Friday, July 14, 2023

Day 56-60 The Cowboy Trail


 




Day 56-60 The Cowboy Trail

     Valentine, Nebraska also marks the current western terminus of the Cowboy trail; a 160 mile rail line which has been transformed in the bike trail.  It attracts folks from all over the world and allows the rider to experience the beauty of the Nebraska landscape without competing with cars.  It is planned that this trail will connect with other trails to create a trans-continental bike route.

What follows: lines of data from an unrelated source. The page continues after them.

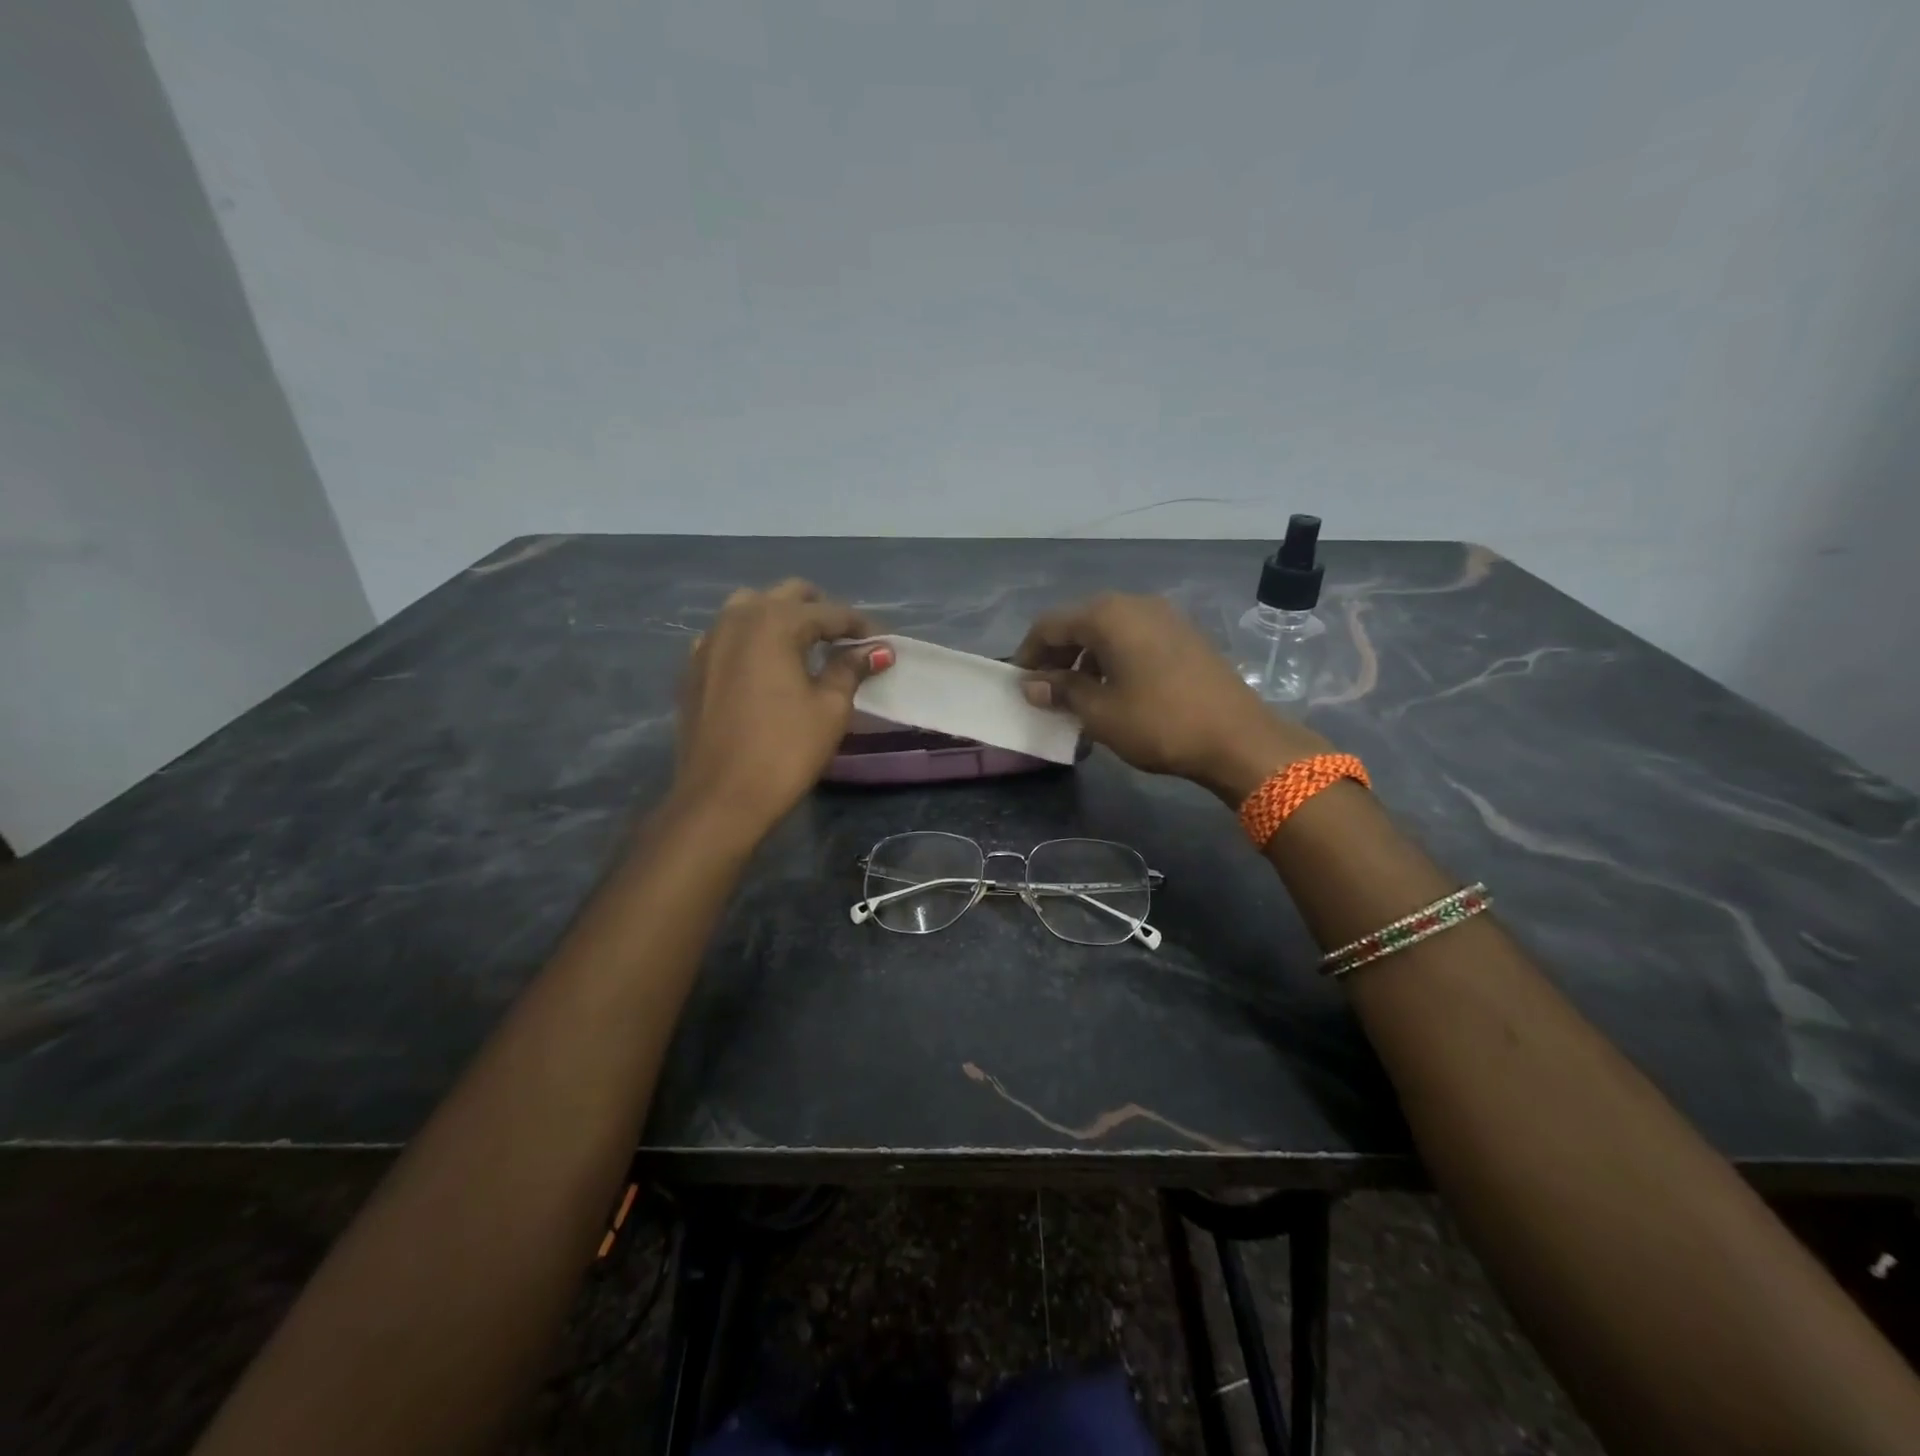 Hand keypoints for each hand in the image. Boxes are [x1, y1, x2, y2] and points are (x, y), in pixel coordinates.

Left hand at [672, 581, 891, 838]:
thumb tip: (877, 649)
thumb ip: (850, 669)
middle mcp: (737, 619)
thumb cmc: (785, 751)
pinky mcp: (692, 668)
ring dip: (782, 619)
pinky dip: (751, 640)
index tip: (881, 643)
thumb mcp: (830, 708)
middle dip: (820, 612)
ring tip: (804, 649)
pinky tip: (764, 668)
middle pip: (787, 596)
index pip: (828, 612)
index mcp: (774, 622)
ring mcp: (708, 641)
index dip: (859, 626)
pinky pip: (727, 636)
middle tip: (844, 642)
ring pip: (750, 608)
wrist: (720, 798)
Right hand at [1014, 593, 1331, 803]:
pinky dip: (1113, 658)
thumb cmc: (1159, 723)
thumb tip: (1032, 684)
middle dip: (1057, 655)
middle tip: (1044, 691)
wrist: (1238, 737)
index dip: (1028, 653)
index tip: (1019, 683)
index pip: (1050, 624)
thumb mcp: (1100, 712)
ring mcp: (1164, 617)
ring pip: (1108, 630)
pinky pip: (1134, 638)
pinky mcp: (1184, 634)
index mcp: (1108, 615)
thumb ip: (1061, 691)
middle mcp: (1135, 604)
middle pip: (1080, 622)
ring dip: (1085, 658)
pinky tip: (1114, 691)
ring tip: (1077, 696) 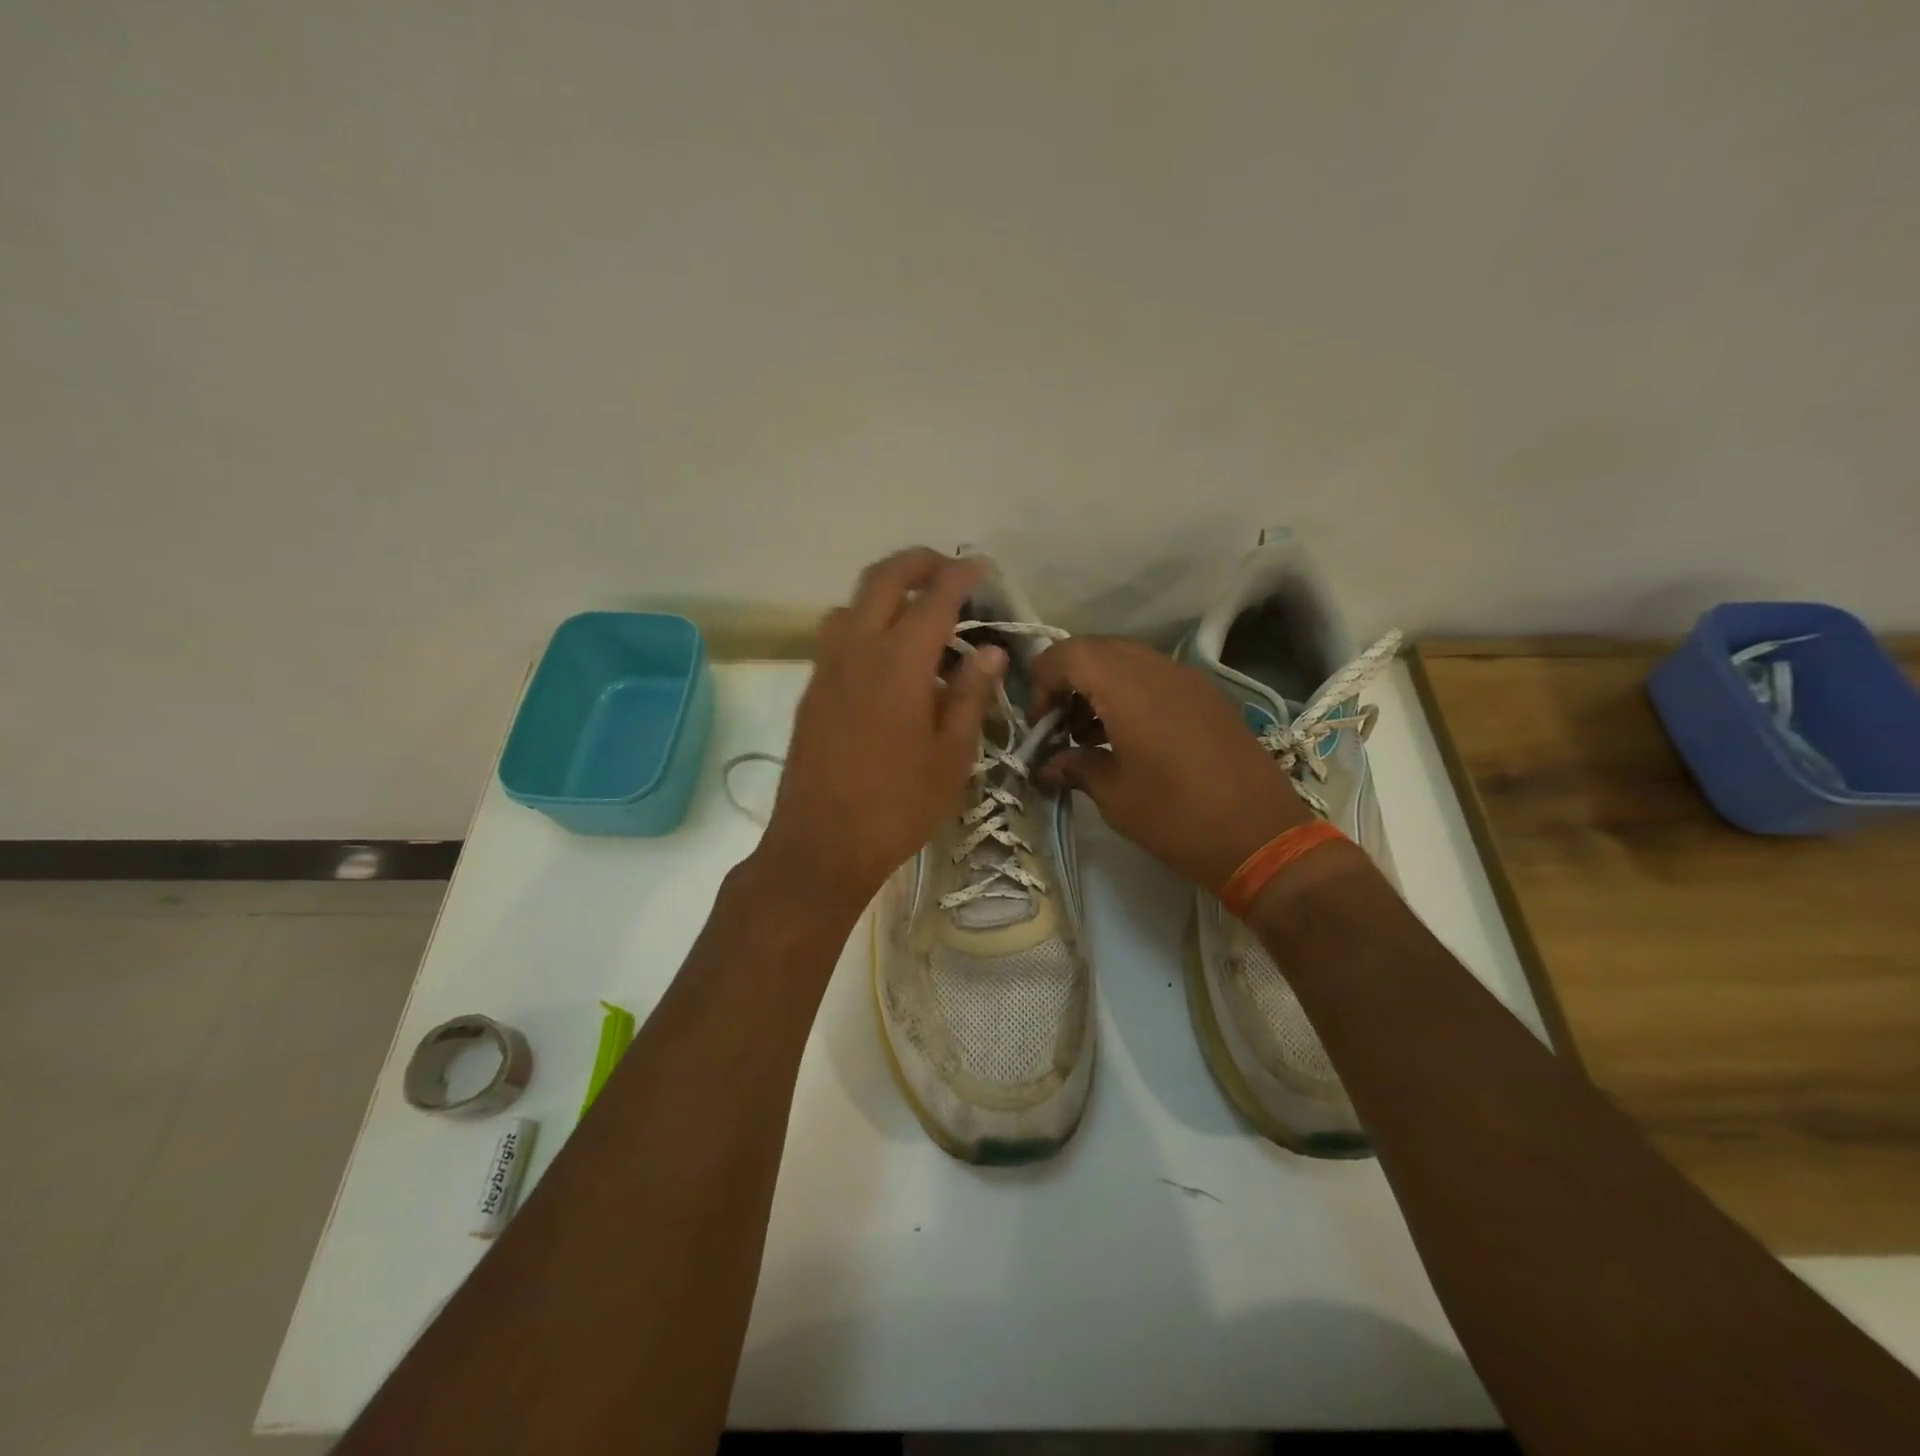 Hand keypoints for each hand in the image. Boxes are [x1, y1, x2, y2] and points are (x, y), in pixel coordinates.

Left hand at [755, 549, 1005, 913]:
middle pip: (882, 579)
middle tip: (948, 569)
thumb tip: (990, 652)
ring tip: (916, 611)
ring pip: (851, 602)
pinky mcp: (811, 690)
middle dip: (917, 561)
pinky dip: (864, 621)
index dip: (960, 574)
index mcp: (899, 663)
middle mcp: (857, 650)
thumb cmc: (897, 806)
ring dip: (885, 590)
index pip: (934, 597)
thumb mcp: (952, 756)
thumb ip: (971, 695)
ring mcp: (826, 668)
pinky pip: (836, 633)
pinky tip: (885, 655)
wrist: (821, 844)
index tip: (981, 567)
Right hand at [1032, 636, 1310, 890]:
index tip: (1039, 723)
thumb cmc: (1177, 817)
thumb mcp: (1115, 796)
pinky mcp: (1208, 696)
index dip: (1042, 681)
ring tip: (1088, 732)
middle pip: (1097, 649)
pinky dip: (1130, 692)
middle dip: (1068, 679)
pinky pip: (1156, 676)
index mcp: (1128, 688)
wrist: (1262, 837)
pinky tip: (1126, 735)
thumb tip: (1046, 766)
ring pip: (1128, 659)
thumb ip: (1075, 767)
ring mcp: (1189, 679)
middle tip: (1058, 723)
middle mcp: (1158, 669)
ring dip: (1099, 684)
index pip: (1069, 654) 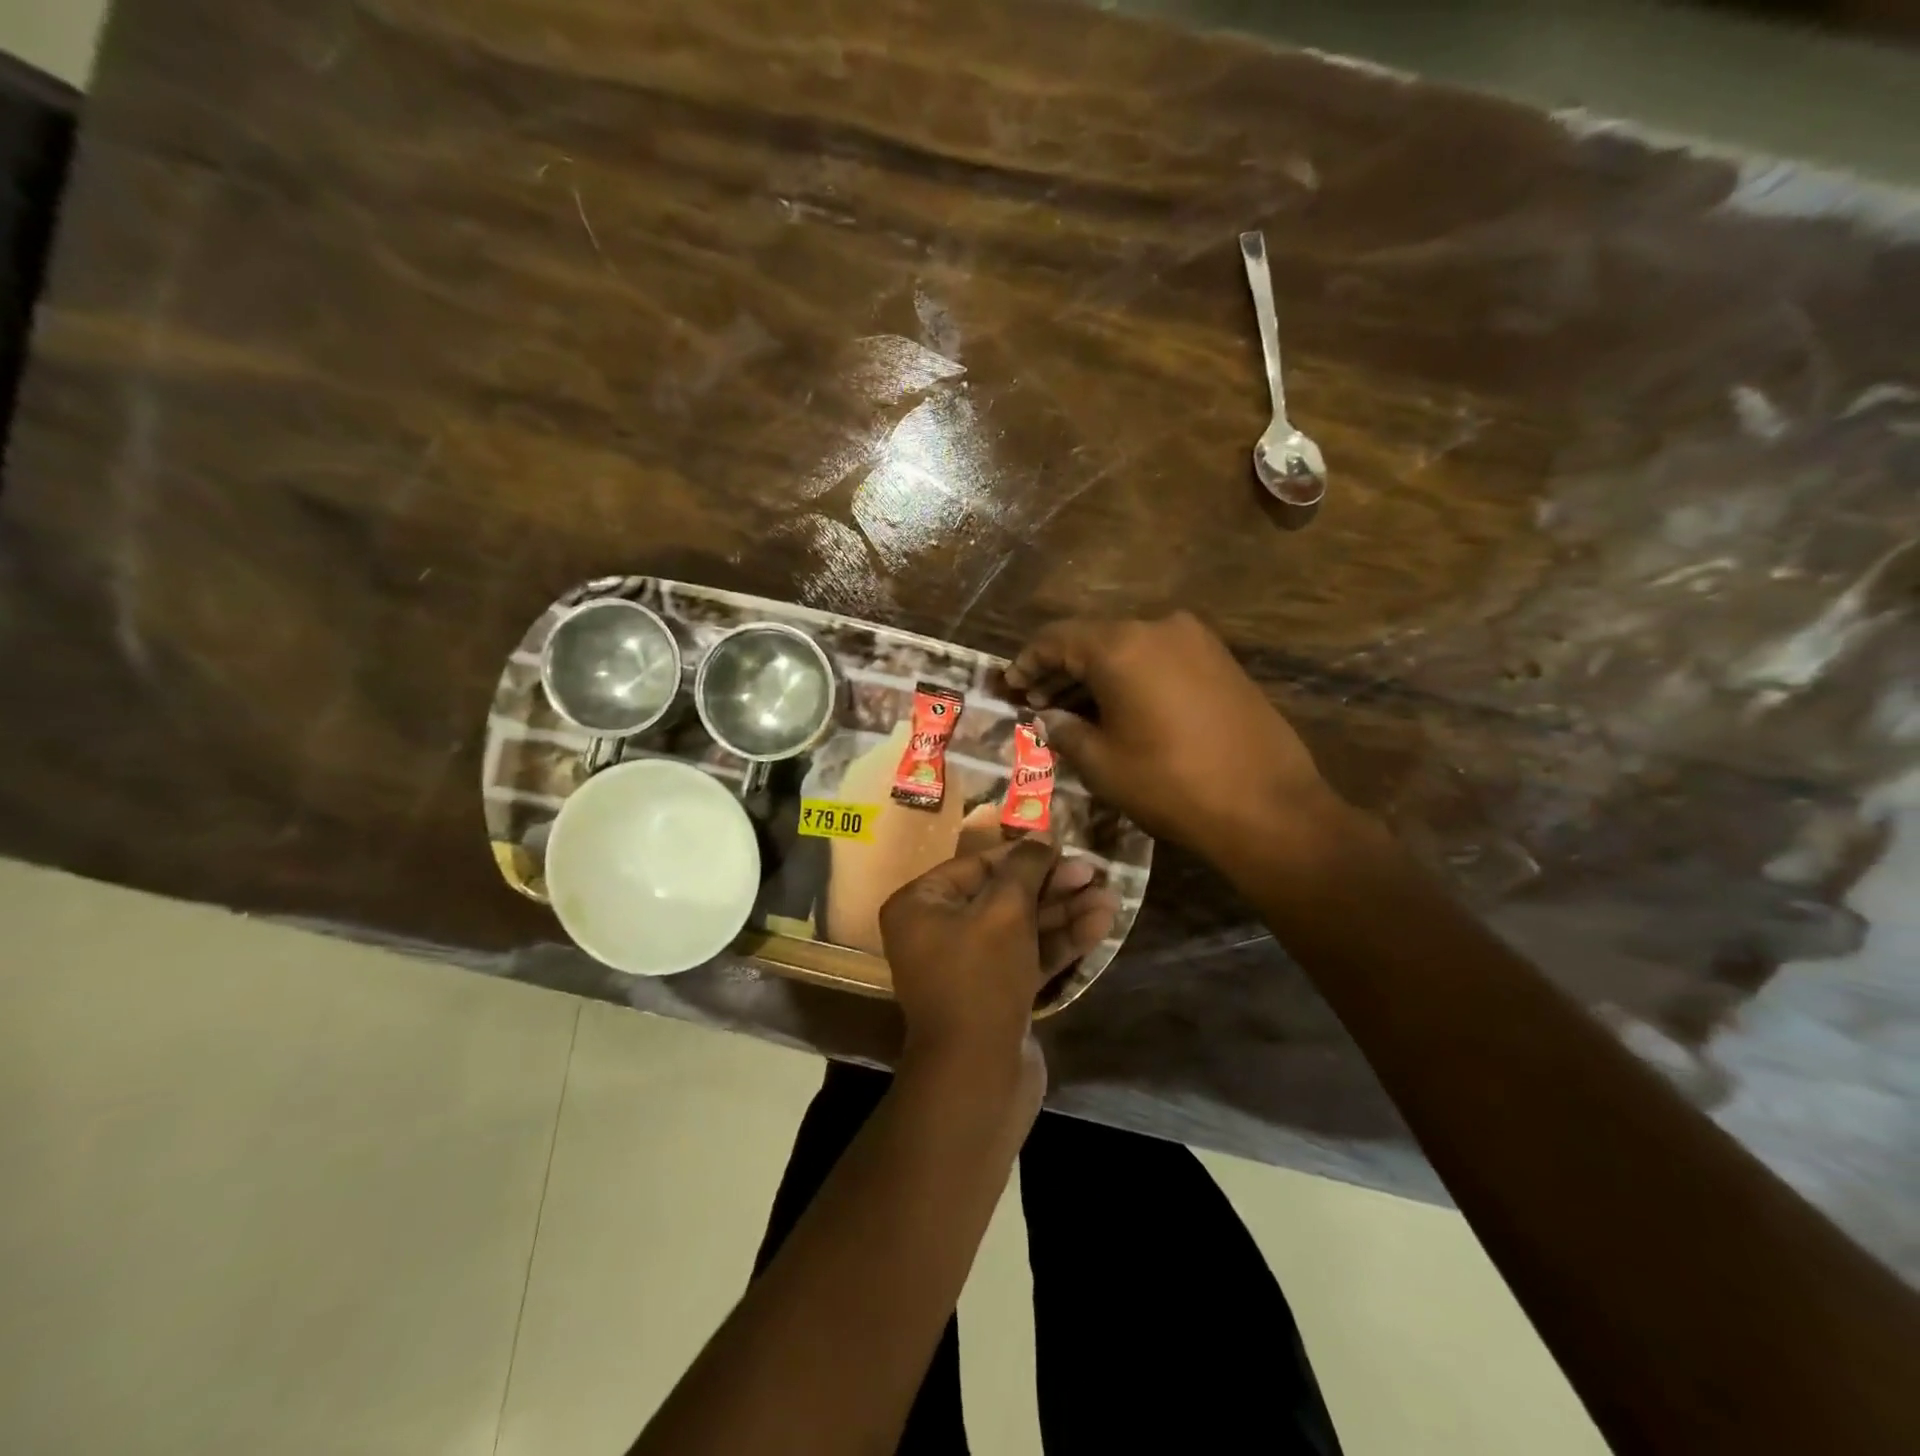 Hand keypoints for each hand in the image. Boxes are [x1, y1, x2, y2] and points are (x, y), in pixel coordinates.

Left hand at [880, 838, 1116, 1087]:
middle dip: (1050, 885)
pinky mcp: (997, 994)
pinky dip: (1060, 942)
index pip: (976, 866)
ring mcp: (968, 966)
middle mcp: (938, 931)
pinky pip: (1028, 956)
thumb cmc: (981, 978)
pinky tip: (1100, 925)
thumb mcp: (1004, 912)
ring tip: (1110, 897)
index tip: (1064, 848)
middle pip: (1002, 895)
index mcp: (920, 906)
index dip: (1023, 856)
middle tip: (1095, 873)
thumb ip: (1025, 869)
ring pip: (1021, 927)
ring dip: (1064, 912)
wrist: (978, 1077)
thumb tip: (1042, 838)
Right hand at [1004, 611, 1346, 869]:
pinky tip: (1119, 707)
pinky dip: (1131, 676)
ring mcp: (1195, 640)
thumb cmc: (1170, 784)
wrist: (1267, 805)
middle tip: (1037, 701)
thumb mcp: (1102, 763)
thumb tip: (1048, 717)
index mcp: (1121, 646)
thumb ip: (1065, 730)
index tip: (1011, 686)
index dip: (1027, 662)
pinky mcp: (1220, 660)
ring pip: (1128, 648)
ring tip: (1073, 709)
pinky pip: (1159, 658)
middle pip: (1092, 639)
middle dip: (1060, 669)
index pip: (1056, 639)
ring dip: (1096, 674)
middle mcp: (1158, 627)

     However, the current surface renders biking very difficult.  It is hard packed sand which offers much resistance while peddling.  Insofar as the road which runs parallel, Route 20, has little traffic for the first 50 miles and has a relatively wide shoulder, most bicyclists prefer to stick to the road.  Cyclists from all over the world travel this route and are disappointed that the surface is so uninviting. 

     While stopping for a coffee break in Ainsworth, Nebraska I spied another cyclist at a table.   In our conversation he mentioned that he was from Poland and was cycling along the same route in the opposite direction.  We chatted for an hour comparing notes on places to see and places to avoid.  We could both offer insights into the places through which the other will travel.  He mentioned that the traffic density increases considerable as one travels east and that the calculus used to determine the preferable surface changes.  I found it interesting that we met at what is almost exactly the mid-point of our respective journeys. 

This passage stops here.